追究

2019年12月18日

令和元年度 心理学会講演会 自閉症スペクトラム障害のコミュニケーションの問題

令和元年度 心理学会講演会 自閉症スペクトラム障害のコミュニケーションの問題

2019年11月8日(金) 長久手キャンパス 512教室

自閉症スペクトラム障害とは。彼らと接するには。
大切なのは、相手を理解しようとする姿勢を持ち続けること。

 2019年11月8日(金)、長久手キャンパスにて心理学科の特別講演会が開催されました。登壇したのは、愛知淑徳大学学生相談室の浜本真規子先生。来年度から心理学科で教鞭をとられることから、今回の登壇者として、ご自身の専門分野について学生たちにご講演いただきました。テーマは、自閉症スペクトラム障害のコミュニケーションについて。自閉症スペクトラム障害とは発達障害の一つで、社会的コミュニケーションの障害(日常的な会話のキャッチボールがうまくできず、相手の気持ちを察することが苦手)と限定された反復的な行動(特定のモノだけに強い愛着を示し、変化に対する抵抗感が強い)が見られます。しかし、障害の種類や程度は人それぞれ。一人ひとりの障害の境界線はあいまいとされています。この自閉症スペクトラム障害について、浜本先生は具体的な事例を多く挙げながら彼らに対する理解をどのような姿勢ですべきか話されました。

令和元年度 心理学会講演会 自閉症スペクトラム障害のコミュニケーションの問題

令和元年度 心理学会講演会 自閉症スペクトラム障害のコミュニケーションの問題

 まず、自身の心理臨床の原点である「Aちゃんとの出会い」について語った浜本先生。養護学校での教育実習で自閉症スペクトラム障害を持つAちゃんを担当することになり、彼女とどう関わっていけばよいかと模索する中で、Aちゃんの本当の困難さを理解することができたと紹介しました。「Aちゃんは排せつ自立ができておらず、指示理解も難しいと担当教諭から教わっていました。しかし、Aちゃんとどう関わっていいかわからないという不安に耐え、さらに、全神経を使ってAちゃんのことを感じようとすることで、Aちゃんの気持ちがなんとなく理解できるようになりました。
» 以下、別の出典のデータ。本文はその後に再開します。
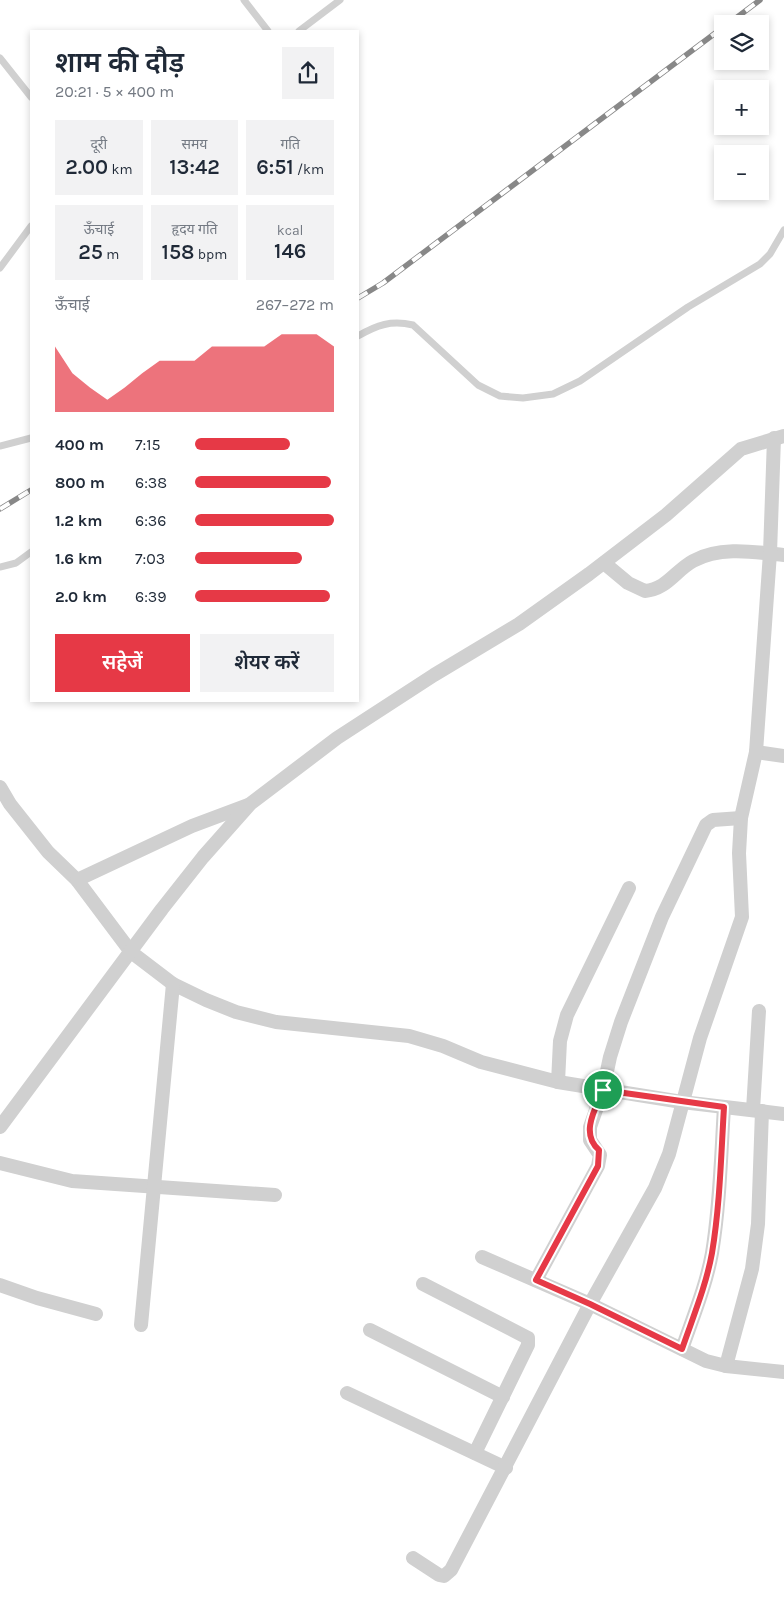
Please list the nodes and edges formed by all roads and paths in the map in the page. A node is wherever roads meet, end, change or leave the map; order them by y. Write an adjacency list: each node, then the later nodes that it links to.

それはまるで、母親が赤ちゃんの気持ちを汲み取ることができるようになる様子に似ていたように思います。そして、Aちゃんは排せつ自立や指示理解が難しいのではなく、”自分の思ったようなタイミングでコミュニケーション行動に移せない”という理解に至ることができました。

令和元年度 心理学会講演会 自閉症スペクトラム障害のコミュニケーションの問題

令和元年度 心理学会講演会 自閉症スペクトラム障害のコミュニケーションの問題

 Aちゃんのエピソードを語った後は、自閉症スペクトラム障害を理解するための理論や自閉症スペクトラム障害に対する理解の変遷について言及。そのうえで、自閉症スペクトラム障害は個別性が高く、障害は多様性に富んでおり、原因も症状も分かっていないことが多い障害であることを指摘しました。それでは、彼らのことを「分かっていない」という前提にある人たちが、どのように彼らと関わればよいのか。それは心理臨床におけるセラピストの基本姿勢にヒントがあると述べました。先生は、理論や知見を学んだ上で、いったんそれらを忘れ、分からない不安に耐えながら、彼らに全神経を傾けて理解しようとする姿勢を持ち続けることが大切であるとし、講演を締めくくられました。
 自閉症スペクトラム障害についてのリアルな側面を垣間見ることができた今回の講演会。学生たちにとって障害を持つ方への接し方をあらためて見つめなおす絶好の機会となったことでしょう。